# So we live here now



## RCloud (Feb 25, 2011)

We dragged our rig way, way way out onto public land, in the middle of nowhere. We've been here for about a week, and have seen absolutely no one. Camping here is legal, free, and there's no time limit, so we plan to stick around for a month or so! The dogs are in HEAVEN!










Wildlife everywhere


















































































*more*


----------



## RCloud (Feb 25, 2011)

And here's one of my MIL's dogs, because they are cute 










That's all, thanks for looking!


----------



## doggiepop (Feb 27, 2014)

wow, i was in heaven looking at the scenery and thinking about how you're living. what kind of rig do you have? enjoy!



RCloud said:


> We dragged our rig way, way way out onto public land, in the middle of nowhere. We've been here for about a week, and have seen absolutely no one. Camping here is legal, free, and there's no time limit, so we plan to stick around for a month or so!
> 
> >>>>> The dogs are in HEAVEN!<<<<<
> 
> ...


----------



## RCloud (Feb 25, 2011)

Thanks! It's nothing special really, just an old Aljo travel trailer. Big enough to live in, small and lightweight enough to boondock in!


----------



## Equinox (Nov 11, 2008)

I come live with you, LOL! Really awesome place, looks like a lot of fun!


----------



## luv mi pets (Feb 5, 2012)

You need a dog walker? I will make myself available! Nice view from the front porch. When did the wildlife start wearing collars?


----------



## Hector4 (Sep 16, 2013)

Are you in AZ? Are those Sonoran pronghorns?? I'm so jealous!!!


----------



## RCloud (Feb 25, 2011)

Hector4 said:


> Are you in AZ? Are those Sonoran pronghorns?? I'm so jealous!!!


Yes, and yes!


----------



## PatriciafromCO (Oct 7, 2012)

beautiful am glad yall having a great time..


----------



## JazzyTheSiberian (Feb 4, 2013)

I would love to live there. Looks so beautiful.


----------



## greenmaria (Oct 9, 2013)

Oh WOW! Gorgeous!! Enjoy. It looks like the dogs are.


----------



## Greater Swiss (Jun 7, 2011)

WOW, you (and you dogs) are SO lucky!!!!


----------



## Chichan (Apr 1, 2014)

Do you not need to work or anything? 
Must be nice having the liberty to just take a month or so off to hang out in the forest, it's beautiful there.


----------



## RCloud (Feb 25, 2011)

Chichan said:


> Do you not need to work or anything?
> Must be nice having the liberty to just take a month or so off to hang out in the forest, it's beautiful there.

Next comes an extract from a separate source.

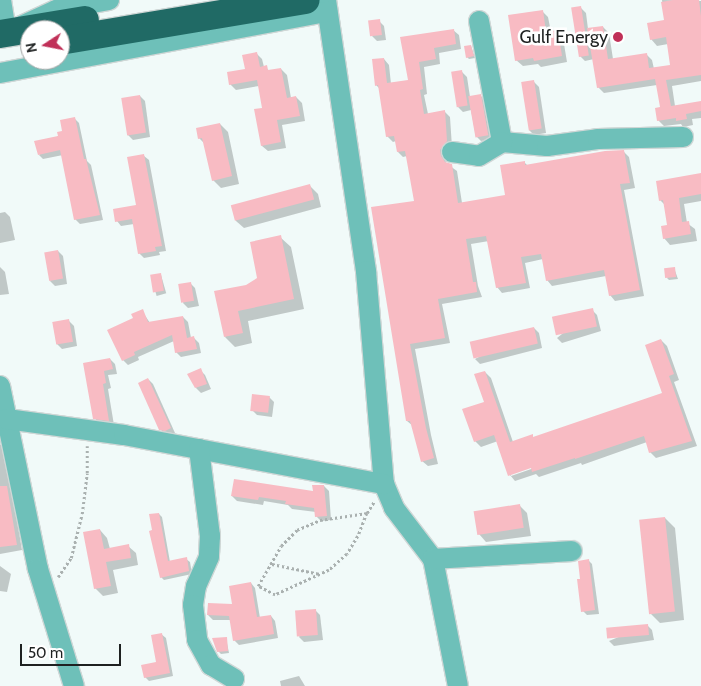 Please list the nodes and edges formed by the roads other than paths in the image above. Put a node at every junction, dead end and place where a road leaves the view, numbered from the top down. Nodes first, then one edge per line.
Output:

We do work, but we're full time RVers on a seasonal rotation. We bust our butts through fall, winter, and spring, then take the summer off to travel and do as we please. It is pretty nice!


----------



## momtolabs (May 27, 2012)

I'm so jealous!! My aunt and uncle kind of do what you do. My uncle travels around doing a few odd jobs. They are in Nebraska right now and they live out of their camper. They have a house here in Illinois though as they do come back and visit. Winter is the "down season" usually then they pick back up in spring. 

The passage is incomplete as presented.